WORK TASK: Retype the records below from their first line through the line holding "Road topology of", including both ends and no pictures.

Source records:
_____

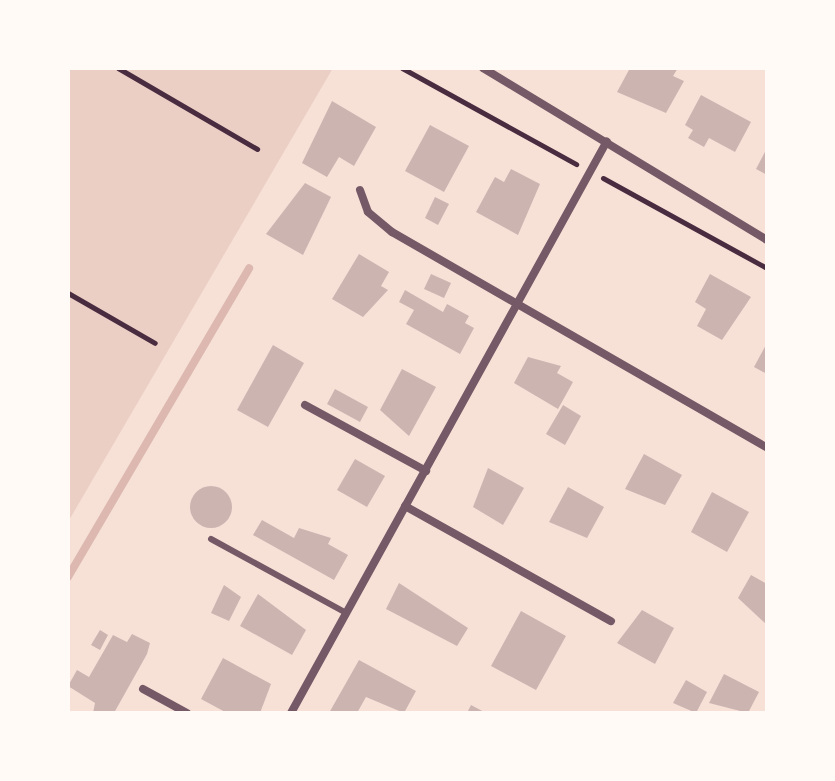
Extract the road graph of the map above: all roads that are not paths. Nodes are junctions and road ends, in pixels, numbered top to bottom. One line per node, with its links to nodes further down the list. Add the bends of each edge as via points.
1 (483, 68): 2 (street)
2 (607, 141): 4 (street); 5 (street)
3 (360, 190): 5 (street, via 375,220)
4 (767, 240)
5 (518, 302): 7 (street); 8 (street)
6 (305, 405): 8 (street)
7 (767, 448)
8 (426, 471): 9 (street)
9 (405, 506): 11 (street); 12 (street)
10 (211, 539): 11 (lane)
11 (346, 613): 15 (street)
12 (611, 621)
13 (143, 689): 14 (street)
14 (187, 713)
15 (291, 713)

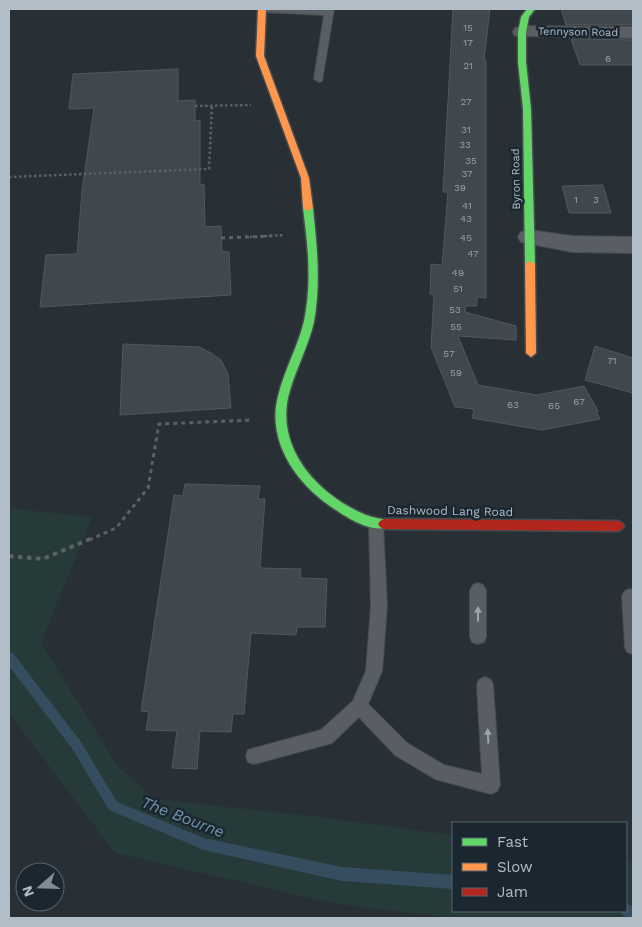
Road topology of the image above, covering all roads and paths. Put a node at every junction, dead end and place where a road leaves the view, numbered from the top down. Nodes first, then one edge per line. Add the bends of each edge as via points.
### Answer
1 (262, 9) edge
2 (531, 9) edge
3 (330, 11) edge
4 (522, 32) junction
5 (633, 33) edge
6 (319, 79) dead end
7 (277, 104) junction
8 (195, 106) dead end
9 (212, 106) junction
10 (9, 177) edge
11 (310, 233) junction
12 (529, 237) junction
13 (221, 238) dead end
14 (633, 245) edge
15 (531, 353) dead end
16 (282, 418) junction
17 (376, 524) junction
18 (618, 526) dead end
19 (9, 556) edge
20 (478, 590) dead end
21 (630, 596) dead end
22 (478, 637) dead end
23 (633, 647) edge
24 (485, 685) dead end
25 (359, 706) junction
26 (254, 756) dead end

1 - 3 lane
1 - 7 street, Dashwood Lang Road via 260,56
2 - 4 street, Byron Road
3 - 6 lane
4 - 5 street, Tennyson Road
4 - 12 street, Byron Road
7 - 9 path
7 - 11 street, Dashwood Lang Road via 304,178
8 - 9 path
9 - 10 path via 209,169
11 - 13 path
11 - 16 street, Dashwood Lang Road via 314,262 310,307
12 - 14 street via 572,244
12 - 15 street, Byron Road
16 - 17 street, Dashwood Lang Road via 289,453 306,481 328,500
16 - 19 path via 159,424 148,488 116,528 43,560
17 - 18 street, Dashwood Lang Road
17 - 25 lane via 379,606 374,670
22 -> 20 lane
21 - 23 lane
25 -> 24 lane via 401,749 441,773 491,785
25 - 26 lane via 326,737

_____

RESPONSE AREA:
Extract the road graph of the map above: all roads that are not paths. Nodes are junctions and road ends, in pixels, numbered top to bottom. One line per node, with its links to nodes further down the list. Add the bends of each edge as via points.
1 (483, 68): 2 (street)
2 (607, 141): 4 (street); 5 (street)
3 (360, 190): 5 (street, via 375,220)
4 (767, 240)
5 (518, 302): 7 (street); 8 (street)
6 (305, 405): 8 (street)
7 (767, 448)
8 (426, 471): 9 (street)
9 (405, 506): 11 (street); 12 (street)
10 (211, 539): 11 (lane)
11 (346, 613): 15 (street)
12 (611, 621)
13 (143, 689): 14 (street)
14 (187, 713)
15 (291, 713)

Road topology of the image above, covering all roads and paths. Put a node at every junction, dead end and place where a road leaves the view, numbered from the top down. Nodes first, then one edge per line. Add the bends of each edge as via points.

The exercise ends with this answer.